# There is N so that$$|S_n(x) - S_m(x)| \leq \epsilon$$ for

1. Feb 3, 2006

### Pearce_09

there is N so that
$$|S_n(x) - S_m(x)| \leq \epsilon$$ for ever x in I if n,m $$\geq$$ N

( prove by cauchy's criterion )

claim: $$lim S_n(x) = S(x)$$

$$|S_n(x) - S(x)| < \epsilon /2$$ if n$$\geq N$$
then,
$$|S_n(x) - S_m(x)| < |S_n(x) - S(x)| + |S(x) - S_m(x)|$$
< $$\epsilon /2 + \epsilon /2$$
< $$\epsilon$$

therefor the series converges pointwise to a funtion S(x)
..... and im not sure how to show that this converging uniformly on I

Last edited: Feb 3, 2006
2. Feb 3, 2006

### TD

How did you define uniform convergence?

I have that a sequence of functions $s_n \left( x \right)$ converges uniformely to the function $\ell :\left( {a,b} \right) \to \mathbb{R}$ if:

$$\forall \varepsilon > 0,\exists n > N \Rightarrow \forall x \in \left( {a,b} \right):\left| {s_n \left( x \right) - \ell \left( x \right)} \right| < \varepsilon$$

If I understand, you need to show that a sequence of functions $s_n \left( x \right)$ converges uniformely over that interval iff (I believe you only have to prove it one way, using this to prove uniform convergence) it satisfies Cauchy's criterion, being:

$$\forall \varepsilon > 0,\exists N:m,n > N \Rightarrow \forall x \in \left( {a,b} \right):\left| {s_n \left( x \right) - s_m \left( x \right)} \right| < \varepsilon$$ (*)

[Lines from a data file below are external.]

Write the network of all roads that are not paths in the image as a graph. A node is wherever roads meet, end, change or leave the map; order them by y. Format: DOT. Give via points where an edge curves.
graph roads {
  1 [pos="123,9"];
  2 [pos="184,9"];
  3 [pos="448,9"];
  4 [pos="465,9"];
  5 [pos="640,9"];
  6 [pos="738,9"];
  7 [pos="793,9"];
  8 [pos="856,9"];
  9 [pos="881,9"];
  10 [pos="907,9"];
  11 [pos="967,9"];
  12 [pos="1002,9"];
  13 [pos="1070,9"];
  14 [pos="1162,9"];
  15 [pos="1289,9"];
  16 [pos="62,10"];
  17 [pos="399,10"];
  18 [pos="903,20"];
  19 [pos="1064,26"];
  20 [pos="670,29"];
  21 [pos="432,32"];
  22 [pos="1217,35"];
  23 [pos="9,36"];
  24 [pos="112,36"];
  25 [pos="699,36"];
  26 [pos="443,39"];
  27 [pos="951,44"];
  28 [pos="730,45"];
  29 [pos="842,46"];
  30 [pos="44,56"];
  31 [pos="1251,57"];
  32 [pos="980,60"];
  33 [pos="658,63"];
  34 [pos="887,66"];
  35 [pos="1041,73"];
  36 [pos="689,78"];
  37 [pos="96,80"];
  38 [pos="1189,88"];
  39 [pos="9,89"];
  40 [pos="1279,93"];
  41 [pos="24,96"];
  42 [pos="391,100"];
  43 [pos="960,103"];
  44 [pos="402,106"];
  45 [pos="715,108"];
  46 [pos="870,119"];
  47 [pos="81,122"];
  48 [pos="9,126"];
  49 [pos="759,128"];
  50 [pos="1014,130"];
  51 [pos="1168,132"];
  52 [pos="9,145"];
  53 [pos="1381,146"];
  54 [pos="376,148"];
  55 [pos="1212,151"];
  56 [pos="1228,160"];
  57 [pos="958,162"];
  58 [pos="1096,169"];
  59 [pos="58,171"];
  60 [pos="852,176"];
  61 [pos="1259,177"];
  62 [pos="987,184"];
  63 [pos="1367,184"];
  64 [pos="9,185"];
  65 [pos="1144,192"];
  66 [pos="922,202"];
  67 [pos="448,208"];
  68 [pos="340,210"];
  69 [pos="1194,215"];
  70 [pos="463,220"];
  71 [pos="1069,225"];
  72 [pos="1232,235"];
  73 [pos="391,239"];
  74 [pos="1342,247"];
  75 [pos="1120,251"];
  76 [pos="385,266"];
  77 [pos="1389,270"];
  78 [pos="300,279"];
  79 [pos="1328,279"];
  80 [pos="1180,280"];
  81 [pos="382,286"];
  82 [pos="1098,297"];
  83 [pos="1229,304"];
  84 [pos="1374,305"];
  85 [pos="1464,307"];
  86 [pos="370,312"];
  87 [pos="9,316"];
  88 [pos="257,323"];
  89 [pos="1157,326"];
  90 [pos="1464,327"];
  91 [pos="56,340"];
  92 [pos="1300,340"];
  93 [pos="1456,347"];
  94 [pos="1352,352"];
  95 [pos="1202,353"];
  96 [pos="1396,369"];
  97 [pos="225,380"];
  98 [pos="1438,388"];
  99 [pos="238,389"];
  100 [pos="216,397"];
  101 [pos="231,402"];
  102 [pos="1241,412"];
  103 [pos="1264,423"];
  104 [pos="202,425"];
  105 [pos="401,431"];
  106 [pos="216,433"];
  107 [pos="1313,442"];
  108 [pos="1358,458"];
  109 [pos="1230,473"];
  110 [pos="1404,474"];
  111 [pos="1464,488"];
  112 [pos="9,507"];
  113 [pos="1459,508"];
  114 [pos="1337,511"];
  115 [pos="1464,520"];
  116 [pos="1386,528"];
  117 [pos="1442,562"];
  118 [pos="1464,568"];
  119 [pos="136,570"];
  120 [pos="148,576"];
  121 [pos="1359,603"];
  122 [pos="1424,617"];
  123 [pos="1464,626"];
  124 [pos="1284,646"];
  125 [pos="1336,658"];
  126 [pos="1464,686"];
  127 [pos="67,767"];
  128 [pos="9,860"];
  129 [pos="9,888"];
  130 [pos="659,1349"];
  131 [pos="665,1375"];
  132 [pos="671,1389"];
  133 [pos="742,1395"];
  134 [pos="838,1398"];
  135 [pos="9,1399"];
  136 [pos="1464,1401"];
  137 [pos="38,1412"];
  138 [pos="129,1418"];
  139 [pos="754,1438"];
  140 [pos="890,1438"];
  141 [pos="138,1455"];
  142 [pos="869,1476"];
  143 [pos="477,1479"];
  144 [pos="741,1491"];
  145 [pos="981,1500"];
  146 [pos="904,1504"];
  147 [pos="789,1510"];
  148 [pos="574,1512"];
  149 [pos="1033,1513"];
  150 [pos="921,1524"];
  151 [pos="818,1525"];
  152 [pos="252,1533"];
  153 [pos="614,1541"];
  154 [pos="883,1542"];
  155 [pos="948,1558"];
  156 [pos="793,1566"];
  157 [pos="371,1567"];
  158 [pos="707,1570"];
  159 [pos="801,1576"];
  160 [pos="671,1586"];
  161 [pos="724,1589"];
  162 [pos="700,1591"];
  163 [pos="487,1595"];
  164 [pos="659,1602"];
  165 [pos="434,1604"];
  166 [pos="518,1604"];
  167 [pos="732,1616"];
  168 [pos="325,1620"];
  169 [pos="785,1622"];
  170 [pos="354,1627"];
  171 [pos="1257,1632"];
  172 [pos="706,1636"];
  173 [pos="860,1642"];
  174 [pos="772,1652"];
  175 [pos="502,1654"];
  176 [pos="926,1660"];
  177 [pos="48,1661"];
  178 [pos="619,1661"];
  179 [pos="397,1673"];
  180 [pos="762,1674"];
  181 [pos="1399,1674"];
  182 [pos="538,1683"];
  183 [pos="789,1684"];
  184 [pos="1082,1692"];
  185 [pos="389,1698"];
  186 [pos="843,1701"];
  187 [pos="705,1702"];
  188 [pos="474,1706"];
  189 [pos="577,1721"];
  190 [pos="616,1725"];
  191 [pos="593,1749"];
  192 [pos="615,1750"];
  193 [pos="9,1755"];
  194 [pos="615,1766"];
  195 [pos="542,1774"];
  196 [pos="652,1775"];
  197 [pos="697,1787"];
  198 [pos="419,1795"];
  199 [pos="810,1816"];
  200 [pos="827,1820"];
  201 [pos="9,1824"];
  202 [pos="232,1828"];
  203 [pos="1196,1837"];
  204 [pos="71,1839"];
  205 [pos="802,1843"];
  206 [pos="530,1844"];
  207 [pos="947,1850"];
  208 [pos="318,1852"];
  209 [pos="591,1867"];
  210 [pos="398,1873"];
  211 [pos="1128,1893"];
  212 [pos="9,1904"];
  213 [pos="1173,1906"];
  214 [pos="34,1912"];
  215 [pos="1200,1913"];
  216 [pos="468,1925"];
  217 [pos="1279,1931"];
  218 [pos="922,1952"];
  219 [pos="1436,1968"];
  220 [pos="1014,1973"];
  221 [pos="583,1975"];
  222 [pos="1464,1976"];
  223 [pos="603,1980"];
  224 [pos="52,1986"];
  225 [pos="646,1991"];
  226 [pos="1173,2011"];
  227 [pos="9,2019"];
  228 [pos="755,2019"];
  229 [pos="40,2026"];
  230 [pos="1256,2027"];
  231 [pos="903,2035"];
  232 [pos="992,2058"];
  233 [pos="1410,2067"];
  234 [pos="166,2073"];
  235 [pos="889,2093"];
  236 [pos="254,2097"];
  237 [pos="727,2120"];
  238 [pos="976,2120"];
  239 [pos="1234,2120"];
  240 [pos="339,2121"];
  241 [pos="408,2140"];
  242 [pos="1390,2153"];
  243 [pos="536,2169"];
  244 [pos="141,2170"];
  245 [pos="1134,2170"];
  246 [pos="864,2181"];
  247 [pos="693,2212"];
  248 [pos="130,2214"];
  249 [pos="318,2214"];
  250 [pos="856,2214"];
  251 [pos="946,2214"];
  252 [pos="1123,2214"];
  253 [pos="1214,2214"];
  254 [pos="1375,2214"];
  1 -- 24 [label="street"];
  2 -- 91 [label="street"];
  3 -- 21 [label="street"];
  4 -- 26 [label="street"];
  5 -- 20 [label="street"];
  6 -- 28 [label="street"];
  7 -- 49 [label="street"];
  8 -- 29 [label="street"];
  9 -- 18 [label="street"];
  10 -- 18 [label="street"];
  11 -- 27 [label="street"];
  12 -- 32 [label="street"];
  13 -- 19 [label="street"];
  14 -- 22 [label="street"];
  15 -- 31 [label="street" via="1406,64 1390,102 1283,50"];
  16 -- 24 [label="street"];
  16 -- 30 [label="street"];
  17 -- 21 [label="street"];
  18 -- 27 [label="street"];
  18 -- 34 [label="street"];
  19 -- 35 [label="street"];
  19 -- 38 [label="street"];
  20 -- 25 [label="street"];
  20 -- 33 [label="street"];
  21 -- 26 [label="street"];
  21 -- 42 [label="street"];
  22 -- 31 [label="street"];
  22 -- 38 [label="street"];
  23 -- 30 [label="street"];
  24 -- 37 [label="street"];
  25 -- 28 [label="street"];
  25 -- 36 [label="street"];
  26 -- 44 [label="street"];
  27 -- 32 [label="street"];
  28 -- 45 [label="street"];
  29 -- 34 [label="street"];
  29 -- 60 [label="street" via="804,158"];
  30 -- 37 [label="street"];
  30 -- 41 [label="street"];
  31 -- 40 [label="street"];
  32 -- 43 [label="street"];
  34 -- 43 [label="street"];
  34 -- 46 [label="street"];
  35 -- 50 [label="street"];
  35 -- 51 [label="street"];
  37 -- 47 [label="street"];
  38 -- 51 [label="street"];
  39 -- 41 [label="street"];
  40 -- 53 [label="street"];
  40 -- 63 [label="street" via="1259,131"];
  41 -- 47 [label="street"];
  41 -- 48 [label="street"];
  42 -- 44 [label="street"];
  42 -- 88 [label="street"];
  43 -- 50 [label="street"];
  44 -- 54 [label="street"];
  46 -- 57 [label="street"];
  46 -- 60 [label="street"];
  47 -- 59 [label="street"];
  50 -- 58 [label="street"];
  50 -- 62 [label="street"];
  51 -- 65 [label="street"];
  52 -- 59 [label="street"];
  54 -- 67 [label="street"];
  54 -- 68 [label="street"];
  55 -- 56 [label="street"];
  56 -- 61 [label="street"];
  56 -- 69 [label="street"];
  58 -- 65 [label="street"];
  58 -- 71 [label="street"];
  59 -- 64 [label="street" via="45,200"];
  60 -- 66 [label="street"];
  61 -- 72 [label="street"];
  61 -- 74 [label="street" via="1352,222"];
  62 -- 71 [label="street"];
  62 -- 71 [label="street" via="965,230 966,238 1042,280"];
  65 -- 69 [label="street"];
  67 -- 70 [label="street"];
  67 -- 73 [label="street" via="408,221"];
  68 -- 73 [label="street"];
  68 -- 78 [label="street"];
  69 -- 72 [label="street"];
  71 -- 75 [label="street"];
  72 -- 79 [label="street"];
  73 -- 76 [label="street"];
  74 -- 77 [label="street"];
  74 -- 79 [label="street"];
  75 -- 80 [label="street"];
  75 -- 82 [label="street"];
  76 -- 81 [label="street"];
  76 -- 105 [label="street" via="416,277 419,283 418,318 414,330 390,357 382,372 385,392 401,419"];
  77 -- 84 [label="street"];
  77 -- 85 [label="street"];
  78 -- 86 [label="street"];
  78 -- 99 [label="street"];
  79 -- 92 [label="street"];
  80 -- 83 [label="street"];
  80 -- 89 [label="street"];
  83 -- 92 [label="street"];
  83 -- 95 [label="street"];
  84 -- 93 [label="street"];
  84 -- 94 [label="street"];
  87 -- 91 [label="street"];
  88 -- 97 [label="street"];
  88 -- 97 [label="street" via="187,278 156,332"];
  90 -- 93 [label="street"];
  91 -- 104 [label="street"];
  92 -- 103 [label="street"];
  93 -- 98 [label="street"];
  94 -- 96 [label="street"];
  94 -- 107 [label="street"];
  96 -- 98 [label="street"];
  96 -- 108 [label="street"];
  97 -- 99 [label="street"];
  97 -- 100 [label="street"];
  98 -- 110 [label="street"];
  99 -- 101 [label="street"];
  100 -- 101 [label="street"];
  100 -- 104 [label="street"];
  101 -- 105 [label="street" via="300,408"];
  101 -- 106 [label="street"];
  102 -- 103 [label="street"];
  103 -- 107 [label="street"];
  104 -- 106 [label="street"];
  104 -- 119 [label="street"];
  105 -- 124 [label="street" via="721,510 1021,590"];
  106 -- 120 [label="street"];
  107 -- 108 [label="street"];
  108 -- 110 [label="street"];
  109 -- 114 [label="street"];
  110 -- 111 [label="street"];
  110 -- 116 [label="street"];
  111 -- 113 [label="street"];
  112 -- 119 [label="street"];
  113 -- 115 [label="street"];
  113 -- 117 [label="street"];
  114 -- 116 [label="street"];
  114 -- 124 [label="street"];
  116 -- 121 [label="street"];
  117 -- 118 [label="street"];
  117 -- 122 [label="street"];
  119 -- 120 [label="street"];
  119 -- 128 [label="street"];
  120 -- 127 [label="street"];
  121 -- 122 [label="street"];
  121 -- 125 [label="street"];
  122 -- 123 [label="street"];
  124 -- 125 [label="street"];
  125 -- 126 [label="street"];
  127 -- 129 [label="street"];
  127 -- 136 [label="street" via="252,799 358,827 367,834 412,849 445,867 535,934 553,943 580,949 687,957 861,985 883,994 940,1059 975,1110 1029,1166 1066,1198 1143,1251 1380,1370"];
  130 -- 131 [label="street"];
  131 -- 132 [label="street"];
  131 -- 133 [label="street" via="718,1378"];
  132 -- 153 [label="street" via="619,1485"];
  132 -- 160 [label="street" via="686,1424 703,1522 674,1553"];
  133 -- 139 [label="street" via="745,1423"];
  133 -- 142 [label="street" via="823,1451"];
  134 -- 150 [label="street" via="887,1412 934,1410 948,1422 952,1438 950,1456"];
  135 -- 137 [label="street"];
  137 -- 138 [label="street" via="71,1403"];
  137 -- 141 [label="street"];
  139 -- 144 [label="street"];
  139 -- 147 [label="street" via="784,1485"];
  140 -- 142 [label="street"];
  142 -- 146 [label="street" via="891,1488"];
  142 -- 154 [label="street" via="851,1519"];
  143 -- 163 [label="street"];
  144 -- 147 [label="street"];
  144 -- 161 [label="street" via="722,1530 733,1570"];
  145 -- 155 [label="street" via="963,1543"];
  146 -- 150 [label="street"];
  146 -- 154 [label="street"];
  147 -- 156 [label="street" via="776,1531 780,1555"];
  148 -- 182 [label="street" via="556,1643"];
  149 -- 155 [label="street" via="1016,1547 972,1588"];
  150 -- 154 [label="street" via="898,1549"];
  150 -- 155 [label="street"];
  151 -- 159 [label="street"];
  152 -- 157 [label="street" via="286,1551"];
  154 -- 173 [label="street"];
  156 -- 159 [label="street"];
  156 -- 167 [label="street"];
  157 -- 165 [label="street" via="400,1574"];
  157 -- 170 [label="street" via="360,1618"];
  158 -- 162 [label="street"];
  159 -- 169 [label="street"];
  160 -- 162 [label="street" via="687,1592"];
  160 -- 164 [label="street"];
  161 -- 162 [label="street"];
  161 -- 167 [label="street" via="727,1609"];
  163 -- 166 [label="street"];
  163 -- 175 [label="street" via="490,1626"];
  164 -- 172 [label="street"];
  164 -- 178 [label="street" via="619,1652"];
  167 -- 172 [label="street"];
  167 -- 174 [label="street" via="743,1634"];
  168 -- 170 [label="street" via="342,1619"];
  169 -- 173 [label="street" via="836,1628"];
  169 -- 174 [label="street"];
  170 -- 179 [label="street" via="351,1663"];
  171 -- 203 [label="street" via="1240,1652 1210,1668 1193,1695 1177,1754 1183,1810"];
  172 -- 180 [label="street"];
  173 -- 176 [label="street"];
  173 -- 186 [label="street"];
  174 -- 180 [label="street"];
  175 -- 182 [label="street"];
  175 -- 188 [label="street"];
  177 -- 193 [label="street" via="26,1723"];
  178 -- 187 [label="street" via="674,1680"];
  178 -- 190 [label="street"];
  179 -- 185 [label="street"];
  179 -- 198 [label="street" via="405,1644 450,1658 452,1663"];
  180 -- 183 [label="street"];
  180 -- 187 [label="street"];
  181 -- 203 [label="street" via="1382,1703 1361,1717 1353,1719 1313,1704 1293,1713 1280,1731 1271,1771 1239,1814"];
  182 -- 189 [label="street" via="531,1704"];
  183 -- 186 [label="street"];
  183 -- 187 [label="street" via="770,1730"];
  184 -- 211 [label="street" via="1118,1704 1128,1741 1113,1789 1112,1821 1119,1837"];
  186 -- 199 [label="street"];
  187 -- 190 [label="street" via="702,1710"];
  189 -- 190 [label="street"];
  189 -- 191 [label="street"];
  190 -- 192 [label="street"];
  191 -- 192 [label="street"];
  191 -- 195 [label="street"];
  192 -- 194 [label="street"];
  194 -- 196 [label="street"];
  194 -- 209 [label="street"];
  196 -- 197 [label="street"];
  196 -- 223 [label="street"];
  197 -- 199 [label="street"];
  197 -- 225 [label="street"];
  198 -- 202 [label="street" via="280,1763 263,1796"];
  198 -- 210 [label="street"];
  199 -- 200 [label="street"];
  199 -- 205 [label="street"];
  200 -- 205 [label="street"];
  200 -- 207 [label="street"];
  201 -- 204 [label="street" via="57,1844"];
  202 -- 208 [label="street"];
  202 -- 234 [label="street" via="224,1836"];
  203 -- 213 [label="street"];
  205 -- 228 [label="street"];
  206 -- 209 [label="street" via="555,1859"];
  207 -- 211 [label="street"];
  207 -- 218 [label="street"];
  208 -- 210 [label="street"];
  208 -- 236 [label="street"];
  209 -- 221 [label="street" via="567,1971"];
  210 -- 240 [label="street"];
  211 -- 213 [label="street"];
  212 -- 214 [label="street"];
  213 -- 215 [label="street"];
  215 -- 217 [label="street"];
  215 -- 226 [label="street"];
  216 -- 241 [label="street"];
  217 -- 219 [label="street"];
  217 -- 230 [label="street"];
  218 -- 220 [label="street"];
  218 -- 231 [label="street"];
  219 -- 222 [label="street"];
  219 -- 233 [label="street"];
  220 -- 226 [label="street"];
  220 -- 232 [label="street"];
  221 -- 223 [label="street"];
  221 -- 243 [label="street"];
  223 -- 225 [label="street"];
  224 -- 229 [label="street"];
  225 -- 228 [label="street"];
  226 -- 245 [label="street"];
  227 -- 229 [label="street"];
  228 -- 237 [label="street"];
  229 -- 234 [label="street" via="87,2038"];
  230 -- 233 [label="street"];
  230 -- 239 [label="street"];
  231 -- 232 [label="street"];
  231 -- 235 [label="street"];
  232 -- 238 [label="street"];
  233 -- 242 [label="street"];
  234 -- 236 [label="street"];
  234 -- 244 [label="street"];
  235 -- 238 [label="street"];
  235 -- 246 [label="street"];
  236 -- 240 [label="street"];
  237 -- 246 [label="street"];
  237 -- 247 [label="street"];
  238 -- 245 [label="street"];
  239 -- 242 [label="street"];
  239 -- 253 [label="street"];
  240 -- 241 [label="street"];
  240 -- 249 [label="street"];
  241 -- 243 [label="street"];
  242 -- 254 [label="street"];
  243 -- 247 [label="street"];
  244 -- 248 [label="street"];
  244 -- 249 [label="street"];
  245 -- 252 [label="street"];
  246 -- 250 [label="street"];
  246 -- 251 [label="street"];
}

So assume that $\left( {s_n } \right)$ satisfies (*). Then for all x in I, the numerical sequence $\left( {s_n \left( x \right)} \right)$ is a Cauchy-sequence and is therefore convergent, call the limit l(x). So we already have pointwise convergence to l(x), the only thing you need to show now is that the convergence is uniform. Now use the assumption of Cauchy's criterion.